═══ Exercise materials

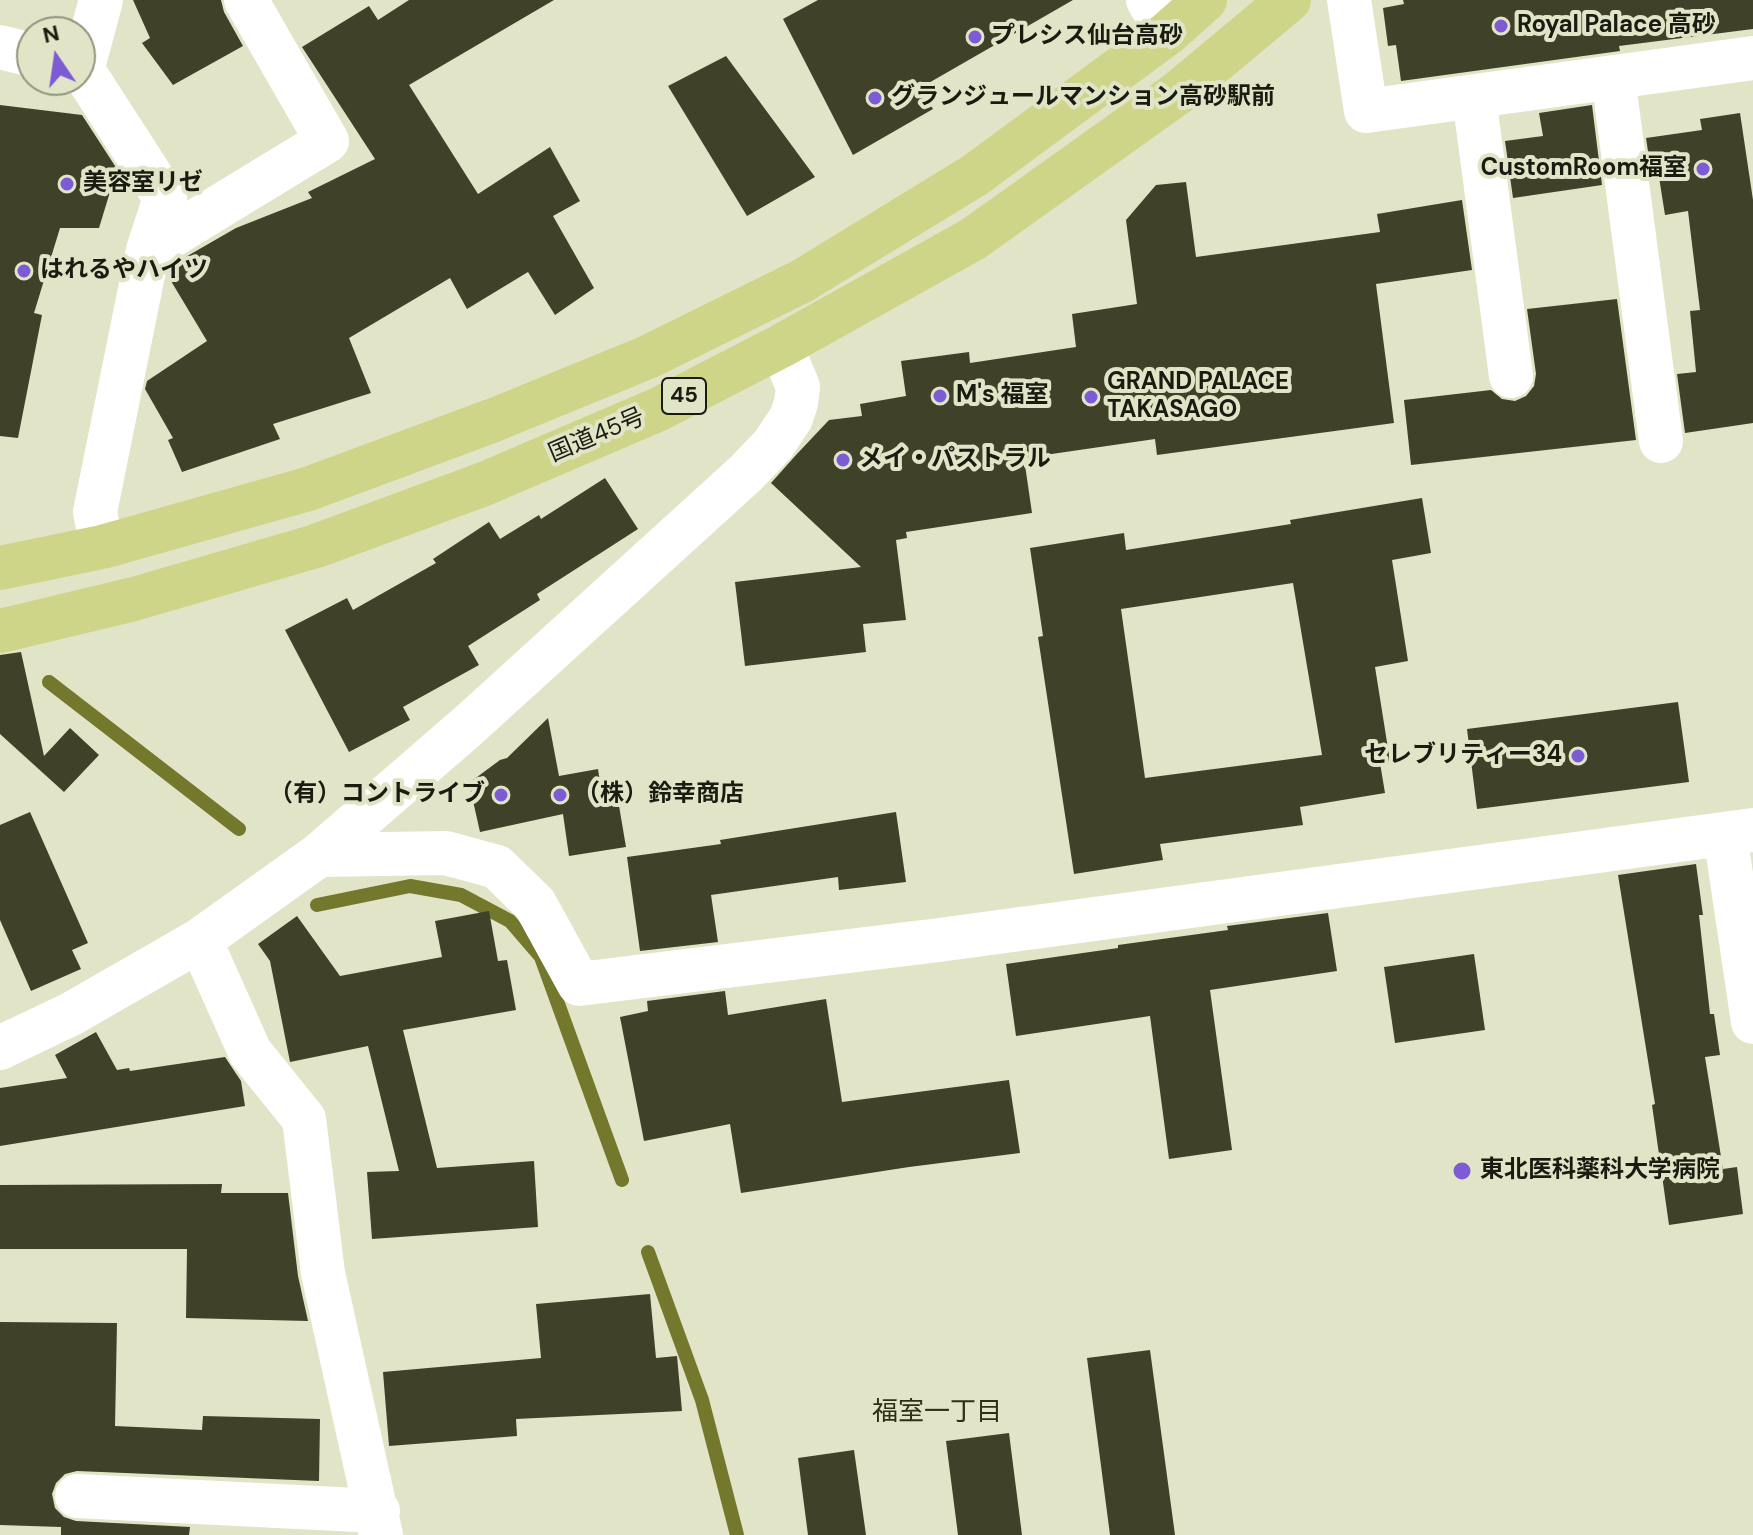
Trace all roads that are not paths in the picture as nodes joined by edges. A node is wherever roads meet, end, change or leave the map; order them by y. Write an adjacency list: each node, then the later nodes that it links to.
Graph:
1 (246, 0): 10 (street)
2 (1205, 0): 5 (highway, 45)
3 (1289, 0): 11 (highway, 国道45号 / 45)
4 (1349, 0): 9 (street)
5 (1158, 16): 14 (highway, 45)
6 (1753, 58): 7 (street)
7 (1613, 77): 9 (street); 13 (street)
8 (96, 90): 10 (street)
9 (1474, 97): 12 (street)
10 (148, 250): 14 (street)
11 (781, 346): 16 (highway, 国道45号 / 45); 18 (street)
12 (1511, 376)
13 (1661, 441)
14 (102, 547): 15 (highway, 45)
15 (0, 568)
16 (0, 631)
17 (1739, 832): 18 (street); 20 (street)
18 (319, 855): 19 (street)
19 (200, 940): 21 (street); 23 (street)
20 (1753, 1022)
21 (0, 1048)
22 (77, 1496): 23 (street)
23 (380, 1523)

══════

What to do: All of the data above must be printed exactly, minus its pictures.

Written response:
Trace all roads that are not paths in the picture as nodes joined by edges. A node is wherever roads meet, end, change or leave the map; order them by y. Write an adjacency list: each node, then the later nodes that it links to.
Graph:
1 (246, 0): 10 (street)
2 (1205, 0): 5 (highway, 45)
3 (1289, 0): 11 (highway, 国道45号 / 45)
4 (1349, 0): 9 (street)
5 (1158, 16): 14 (highway, 45)
6 (1753, 58): 7 (street)
7 (1613, 77): 9 (street); 13 (street)
8 (96, 90): 10 (street)
9 (1474, 97): 12 (street)
10 (148, 250): 14 (street)
11 (781, 346): 16 (highway, 国道45号 / 45); 18 (street)
12 (1511, 376)
13 (1661, 441)
14 (102, 547): 15 (highway, 45)
15 (0, 568)
16 (0, 631)
17 (1739, 832): 18 (street); 20 (street)
18 (319, 855): 19 (street)
19 (200, 940): 21 (street); 23 (street)
20 (1753, 1022)
21 (0, 1048)
22 (77, 1496): 23 (street)
23 (380, 1523)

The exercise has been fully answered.